Is he still a billionaire? Well, that's complicated. On his own frequent press releases, Ayre's name is seldom mentioned without the adjective "billionaire" preceding it. And since the crackdown, Bodog has clamped down on the financial information it discloses, so any discussion of his revenues is unverifiable guesswork. But for what it's worth: "The crackdown has probably helped his revenues," says Michael Tew, an online gambling consultant who says Bodog has attracted American punters as its larger competitors have left the U.S. market.

So wouldn't that mean his net worth has actually gone up? Well, no. Despite increased revenues, Bodog's value has likely decreased because its industry has grown far more risky. "The risk has increased tenfold," says Tew. "Anyone wanting to acquire Bodog would discount their offering price because the whole market is so difficult to predict." If it was acquired today, Tew says Bodog would get far less than the billion it was valued at last year. Forbes agrees; Ayre didn't make the 2007 list.

In the meantime, Ayre insists not being able to go to the United States hasn't affected his life whatsoever. "I didn't go there much anyways," he says. "Actually, my life's improved since I stopped going to the United States. I'm not a fan of those celebrity parties anyway." Minutes later, Ayre is talking about his plans for BodogFight when he mentions plans to stage a pay-per-view event this summer in Los Angeles. "Of course," he says. "I won't be able to be there."
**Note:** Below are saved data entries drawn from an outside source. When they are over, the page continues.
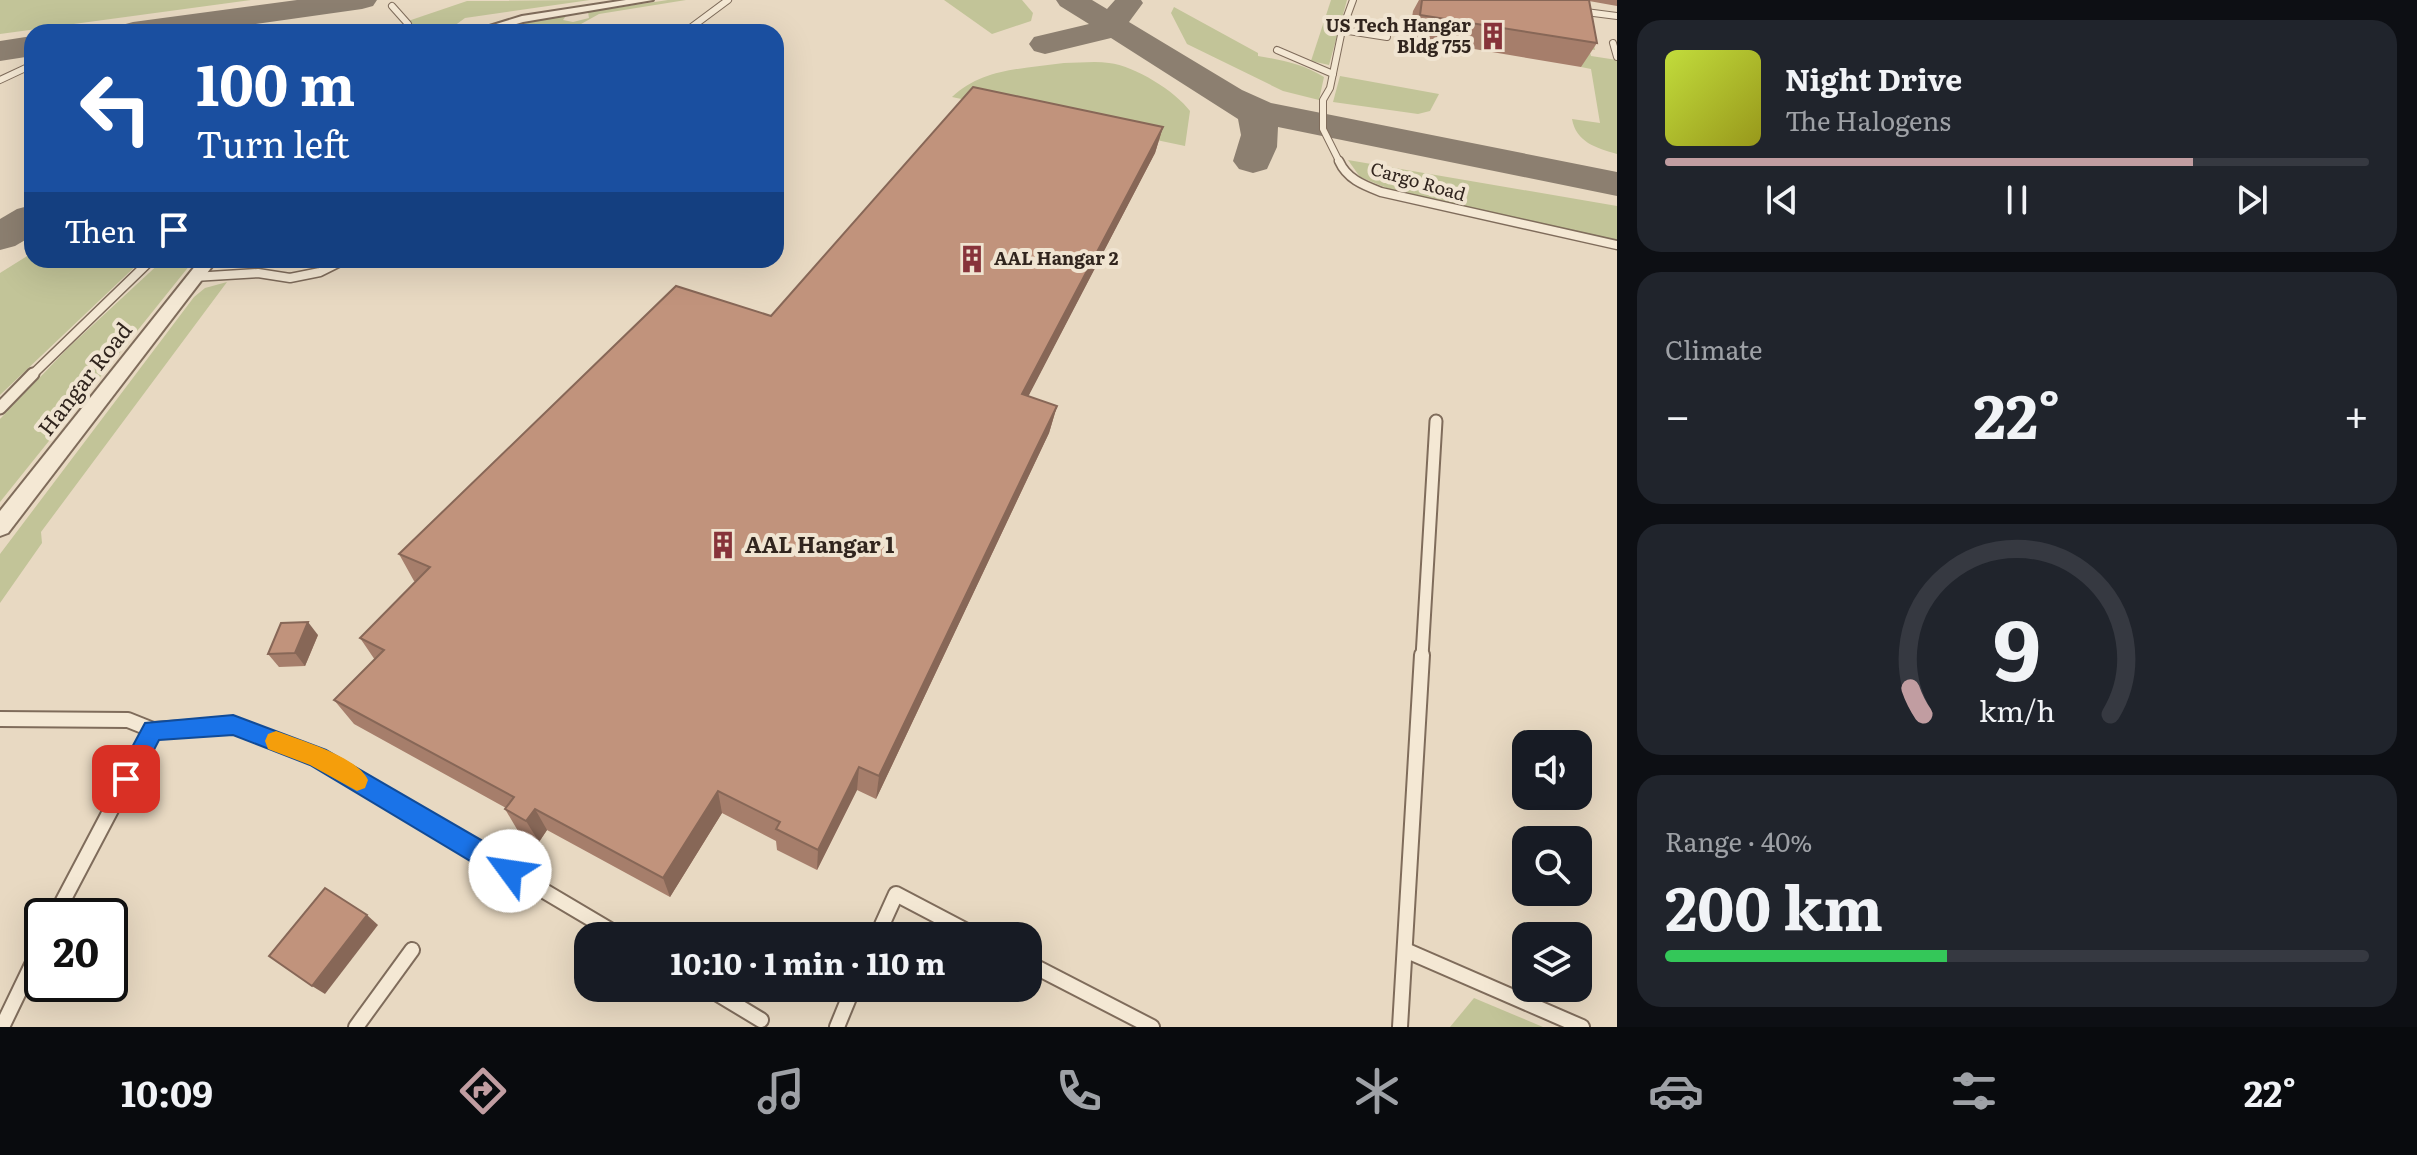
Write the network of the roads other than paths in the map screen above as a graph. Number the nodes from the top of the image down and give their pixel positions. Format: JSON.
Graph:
{"nodes":[{"id":1,"x":648,"y":0,"type":"edge"},
{"id":2,"x":728,"y":0,"type":"edge"},
{"id":3,"x":1353,"y":0,"type":"edge"},
{"id":4,"x":392,"y":6,"type":"dead end"},
{"id":5,"x":1563,"y":8,"type":"edge"},
{"id":6,"x":1617,"y":16,"type":"edge"},
{"id":7,"x":408,"y":24,"type":"edge"},
{"id":8,"x":504,"y":24,"type":"edge"},
{"id":9,"x":696,"y":24,"type":"edge"},
{"id":10,"x":1342,"y":30,"type":"junction"},
{"id":11,"x":1387,"y":37,"type":"dead end"},
{"id":12,"x":1613,"y":43,"type":"dead end"},
{"id":13,"x":1277,"y":50,"type":"dead end"},
{"id":14,"x":1617,"y":57,"type":"edge"},
{"id":15,"x":24,"y":69,"type":"edge"},
{"id":16,"x":1333,"y":74,"type":"junction"},
{"id":17,"x":0,"y":80,"type":"edge"},
{"id":18,"x":1617,"y":245,"type":"edge"},
{"id":19,"x":143,"y":268,"type":"edge"},
{"id":20,"x":202,"y":268,"type":"edge"},
{"id":21,"x":261,"y":268,"type":"edge"},
{"id":22,"x":328,"y":268,"type":"edge"},
{"id":23,"x":258,"y":273,"type":"junction"},
{"id":24,"x":194,"y":277,"type":"junction"},
{"id":25,"x":0,"y":408,"type":"edge"},
{"id":26,"x":1436,"y":421,"type":"dead end"},
{"id":27,"x":0,"y":527,"type":"edge"},
{"id":28,"x":0,"y":719,"type":"edge"},
{"id":29,"x":153,"y":730,"type":"junction"},
{"id":30,"x":64,"y":898,"type":"edge"},
{"id":31,"x":596,"y":922,"type":"edge"},
{"id":32,"x":883,"y":922,"type":"edge"},
{"id":33,"x":949,"y":922,"type":"edge"},
{"id":34,"x":412,"y":950,"type":"dead end"},
{"id":35,"x":1405,"y":950,"type":"junction"},
{"id":36,"x":1042,"y":970,"type":"edge"},
{"id":37,"x":24,"y":981,"type":"edge"},
{"id":38,"x":731,"y":1002,"type":"edge"},
{"id":39,"x":847,"y":1002,"type":"edge"},
{"id":40,"x":761,"y":1020,"type":"dead end"},
{"id":41,"x":2,"y":1027,"type":"edge"},
{"id":42,"x":356,"y":1027,"type":"edge"},
{"id":43,"x":837,"y":1027,"type":"edge"},
{"id":44,"x":1152,"y":1027,"type":"edge"},
{"id":45,"x":1400,"y":1027,"type":"edge"},
{"id":46,"x":1582,"y":1027,"type":"edge"}],
"edges":[{"from":1,"to":8,"type":"street"},
{"from":2,"to":9,"type":"lane"},
{"from":3,"to":10,"type":"lane","name":"Cargo Road"},
{"from":4,"to":7,"type":"lane"},
{"from":5,"to":6,"type":"lane"},
{"from":10,"to":11,"type":"lane"},
{"from":10,"to":16,"type":"lane","name":"Cargo Road"},
{"from":12,"to":14,"type":"lane"},
{"from":13,"to":16,"type":"lane"},
{"from":15,"to":17,"type":"lane"},
{"from":16,"to":18,"type":"lane","name":"Cargo Road"},
{"from":19,"to":25,"type":"lane"},
{"from":20,"to":24,"type":"street","name":"Hangar Road"},
{"from":21,"to":23,"type":"lane"},
{"from":22,"to":23,"type":"lane"},
{"from":23,"to":24,"type":"lane"},
{"from":24,"to":27,"type":"street","name":"Hangar Road"},
{"from":26,"to":35,"type":"lane"},
{"from":28,"to":29,"type":"lane"},
{"from":29,"to":30,"type":"lane"},
{"from":29,"to":31,"type":"lane"},
{"from":32,"to":33,"type":"lane"},
{"from":34,"to":42,"type":"lane"},
{"from":35,"to":45,"type":"lane"},
{"from":35,"to":46,"type":"lane"},
{"from":36,"to":44,"type":"lane"},
{"from":37,"to":41,"type":"lane"},
{"from":38,"to":40,"type":"lane"},
{"from":39,"to":43,"type":"lane"}]}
The smirk that follows is a little forced. It's apparent he's still coming to terms with his new situation. His fate seems redolent of the short story about the monkey's paw, whose wishes, once fulfilled, force its owner to regret ever making the wish. The mechanism that's responsible for his success, online gambling, has made it impossible for him to become the sort of figure he's always aspired to be. So long as he's barred from the United States, Ayre will never be able to build his celebrity profile to the extent that he craves. "Who knows," Ayre says poolside at his Costa Rican bachelor pad. "Perhaps this whole thing will even help build the myth."

Perhaps. In the meantime, he'd better get comfortable in that palm-backed throne.